The storyline itself will be vaguely familiar to anyone that has played one of Bioware’s previous titles, though the execution of the plot is far slicker than in any of their recent works. The game hits the ground running, and doesn’t allow the momentum to flag, maintaining its pace right up until the finale in the Imperial Palace. Without going into spoilers, the game employs a similar misdirection technique to KotOR, and the major plot twist is at least on a par with the “revelation” from that game.
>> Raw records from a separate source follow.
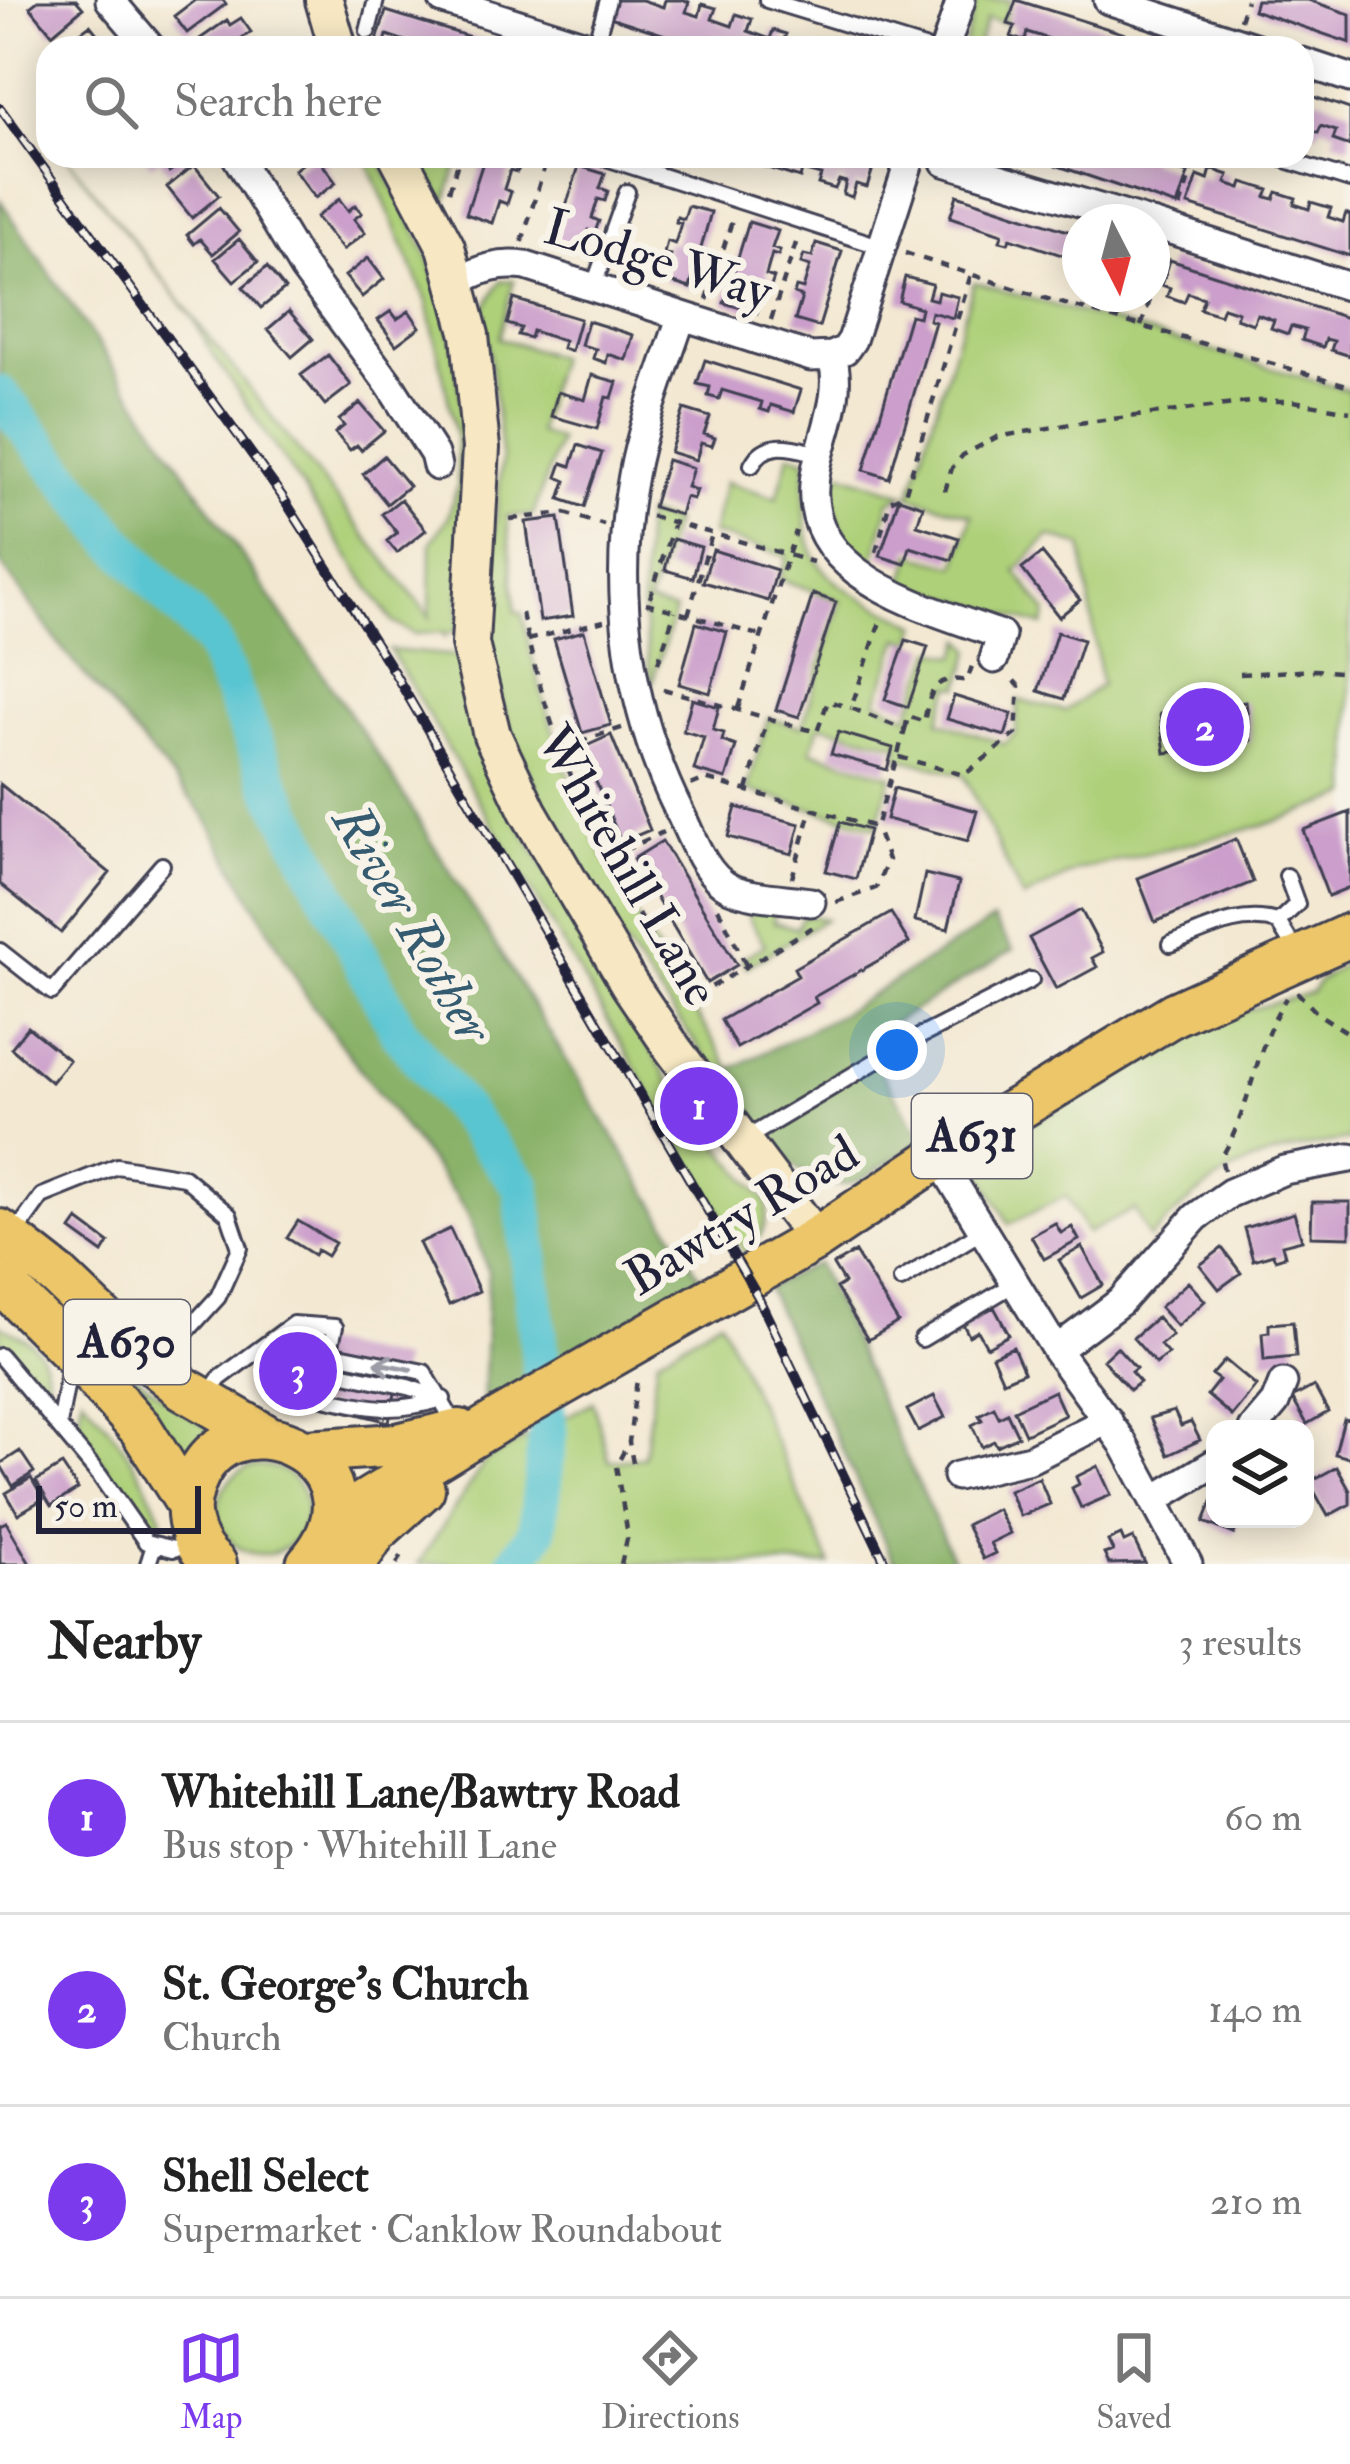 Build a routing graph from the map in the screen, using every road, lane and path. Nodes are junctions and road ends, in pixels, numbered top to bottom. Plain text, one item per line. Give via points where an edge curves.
1 (110, 0) edge
2 (324, 0) edge
3 (376, 0) edge
4 (443, 0) edge
5 (608, 0) edge
6 (767, 0) edge
7 (961, 0) edge
8 (1108, 0) edge
9 (141, 36) edge
10 (351, 36) edge
11 (355, 36) edge
12 (556, 36) edge
13 (598, 36) edge
14 (885, 36) edge
15 (949, 36) edge
16 (1220, 36) edge
17 (1314, 66) edge
18 (1350, 78) edge
19 (243, 168) edge
20 (404, 168) edge
21 (544, 168) edge
22 (637, 168) edge
23 (907, 168) edge
24 (965, 168) edge
25 (1314, 168) edge
26 (1350, 179) edge
27 (627, 192) dead end
28 (1085, 204) edge
29 (733, 218) dead end
30 (1170, 230) edge
31 (797, 239) dead end
32 (882, 247) junction
33 (515, 265) junction
34 (971, 274) junction
35 (458, 281) junction
36 (1350, 286) edge
37 (593, 288) junction
38 (1145, 312) edge
39 (691, 320) junction
40 (1141, 326) junction
41 (764, 343) junction
42 (832, 356) junction
43 (1350, 386) edge
44 (1350, 411) edge
45 (820, 454) junction
46 (752, 465) dead end
47 (437, 466) dead end
48 (945, 491) dead end
49 (510, 519) dead end
50 (627, 520) junction
51 (674, 523) junction
52 (798, 525) dead end
53 (712, 534) junction
54 (788, 556) junction
55 (811, 562) dead end
56 (879, 587) junction
57 (634, 605) junction
58 (675, 611) junction
59 (522, 613) dead end
60 (688, 615) junction
61 (762, 636) junction
62 (527, 640) junction
63 (994, 659) junction
64 (1350, 673) edge
65 (1240, 674) dead end
66 (642, 683) junction
67 (738, 708) junction
68 (851, 708) junction
69 (768, 718) junction
70 (642, 721) junction
71 (905, 730) junction
72 (559, 748) junction
73 (897, 757) junction
74 (747, 790) junction
75 (671, 793) junction
76 (812, 808) junction
77 (684, 821) junction
78 (876, 827) junction
79 (606, 859) junction
80 (162, 866) dead end
81 (1286, 875) dead end
82 (729, 887) junction
83 (808, 906) junction
84 (1350, 935) edge
85 (1288, 939) junction
86 (1171, 944) dead end
87 (0, 951) edge
88 (747, 967) junction
89 (1030, 980) dead end
90 (1350, 1034) edge
91 (742, 1141) junction
92 (938, 1157) junction
93 (1350, 1158) edge
94 (1230, 1193) junction
95 (984, 1230) junction
96 (6, 1235) edge
97 (816, 1239) junction
98 (901, 1280) dead end
99 (0, 1281) edge
100 (1016, 1283) junction
101 (644, 1338) junction
102 (922, 1340) dead end
103 (1056, 1350) junction
104 (329, 1353) junction
105 (74, 1354) junction
106 (0, 1356) edge
107 (156, 1366) junction
108 (325, 1370) junction
109 (1283, 1383) dead end
110 (204, 1402) junction
111 (512, 1413) junction
112 (450, 1415) junction
113 (1108, 1420) junction
114 (1269, 1420) edge
115 (59, 1425) junction
116 (629, 1442) junction
117 (286, 1443) junction
118 (633, 1462) dead end
119 (1206, 1468) edge
120 (957, 1476) dead end
121 (1155, 1499) junction
122 (334, 1521) junction
123 (200, 1537) edge
124 (154, 1545) junction
125 (148, 1564) edge
126 (308, 1564) edge
127 (354, 1564) edge
128 (621, 1564) edge
129 (1188, 1564) edge

1 - 9 street
2 - 10 main road
3 - 11 lane
4 - 12 street
5 - 13 lane
6 - 14 lane
7 - 15 street
8 - 16 street
17 - 18 street
19 - 47 street
20 - 35 main road, Whitehill Lane
21 - 33 path
22 - 32 lane
23 - 32 street
24 - 28 street
25 - 26 lane
27 - 37 lane
29 - 39 path
30 - 36 street
31 - 41 path
32 - 34 path
32 - 42 street via 852,340
33 - 35 street, Lodge Way
33 - 37 street, Lodge Way
34 - 40 path
34 - 56 path via 905,494 890,501
35 - 91 main road, Whitehill Lane via 481,448 470,644 492,735 628,983
37 - 39 street, Lodge Way
38 - 40 path
39 - 41 street, Lodge Way
39 - 50 street via 640,442
40 - 43 path
41 - 42 street, Lodge Way
42 - 45 street via 837,386
44 - 48 path via 1258,401 997,437 963,455
45 - 46 lane via 781,446
45 - 56 street via 819,518 840,556
49 - 50 path via 565,513
50 - 51 path
50 - 57 street
51 - 53 path
51 - 57 path
52 - 54 path
53 - 54 path
53 - 60 path
54 - 55 path
54 - 61 path
56 - 63 street via 1001,635
56 - 68 path
57 - 58 path
57 - 62 path
57 - 66 street
58 - 60 path
58 - 66 path
59 - 62 path
60 - 61 path
61 - 67 path
62 - 72 path
63 - 71 path via 973,660 967,681 937,683 924,722 908,716
63 - 73 path via 1019,686 1016,734 964,775
64 - 65 path
66 - 67 path
66 - 70 street
67 - 69 path
68 - 69 path via 829,701 817,732
68 - 71 path
69 - 74 path
70 - 72 path
70 - 75 street
71 - 73 path
72 - 79 path
73 - 78 path
74 - 75 path via 705,779
74 - 76 path
75 - 77 street
76 - 78 path
76 - 83 path
77 - 79 path
77 - 82 street
78 - 83 path via 888,860 877,888
79 - 88 path via 689,1000
80 - 87 lane via 52,992
81 - 85 lane via 1297,904
82 - 83 street
82 - 88 path via 716,912
83 - 88 path
84 - 85 main road, Bawtry Road / A631
85 - 86 lane via 1260,917
85 - 92 main road, Bawtry Road / A631
89 - 91 lane
90 - 94 path via 1293,988 1270,1023 1221,1158
91 - 97 main road, Whitehill Lane
92 - 95 street
92 - 97 main road, Bawtry Road / A631
93 - 94 street via 1284,1170
94 - 103 street via 1196,1217 1120,1302
95 - 98 lane
95 - 100 street
96 - 107 main road, A630
96 - 107 lane via 42,1196 117,1166 184,1177 230,1215 240,1249 218,1297
97 - 101 main road, Bawtry Road / A631
99 - 105 main road, A630
100 - 102 lane
100 - 103 street
101 - 111 main road, Bawtry Road / A631
101 - 116 path
103 - 113 street
104 - 108 lane
104 - 110 lane via 335,1327 293,1324 219,1379
112 -> 104 lane via 424,1372
105 - 115 lane
105 - 123 main road, A630 via 141,1429
106 - 115 lane
107 - 110 main road, A630
108 - 112 lane via 409,1387
108 - 112 lane via 319,1397
109 - 114 street
110 - 117 main road, A630
111 - 112 main road, Bawtry Road / A631
111 - 122 main road, Bawtry Road
111 - 127 main road via 375,1532
112 - 117 main road, Bawtry Road / A631 via 398,1445
113 - 120 street via 1030,1460
113 - 121 street
115 - 124 lane via 134,1530
116 - 118 path
116 - 128 path via 616,1466 628,1535
117 - 122 main road via 323,1470
117 - 123 main road, A630 via 231,1442 210,1457 195,1479
119 - 121 street
121 - 129 street
122 - 126 main road
123 - 124 lane via 173,1549
124 - 125 lane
Granted, the game does have a few small flaws. The ending is slightly underwhelming, compared to the events preceding it, though at least it is in tune with the rest of the game, unlike the car crash ending to The Sith Lords. It’s also slightly irksome that you cannot customise the appearance of characters within individual character classes, given that you can tweak everything else. RPG purists will also baulk at the minimalist inventory system, which extends only to the collection of quest items and essence gem upgrades for your character’s Dragon Amulet (which allows the upgrade of character abilities). Some people may also find the game short for an RPG (around 20-25 hours, depending upon how many sub-quests you do), but these complaints are unwarranted because the extra 15 hours you’d normally get in another RPG would usually be spend fiddling around anally with the inventory system and running around on tedious filler quests. The quality of the overall game is of such a high standard that these flaws scarcely enter your mind, and the length is perfectly pitched to suit the more casual player, moving the story on quickly enough to maintain their interest.
Jade Empire is never anything short of entrancing. The level design is impeccable, and all the sub-quests feel like they have a genuine purpose to them, rather than just being there to provide you with a mechanism to level up more quickly. The musical and artistic presentation of the game is perfectly polished, and the combat system is accessible without being overly simplistic. And I haven’t even mentioned the Dragonfly mini-game yet; an unlockable vertical-scrolling shoot ’em-up that is almost worth the entry fee in itself, and can be played directly from the main game menu.
I could eulogise for pages, but that would just stop you from going out and buying the game RIGHT NOW. Suffice to say that whilst perfection is unachievable in a videogame, Jade Empire is the closest we have to date in the RPG genre, hence the 10/10; if this isn’t an ‘Astounding’ game then nothing is. Naturally, the game won’t please everyone, especially sections of the RPG “hardcore” who live by the d20 and die by the d20 (very droll – Ed), but Bioware have created a benchmark-standard title that won’t intimidate newcomers to the genre, which provides some of the most atmospheric and rewarding role playing in a videogame to date.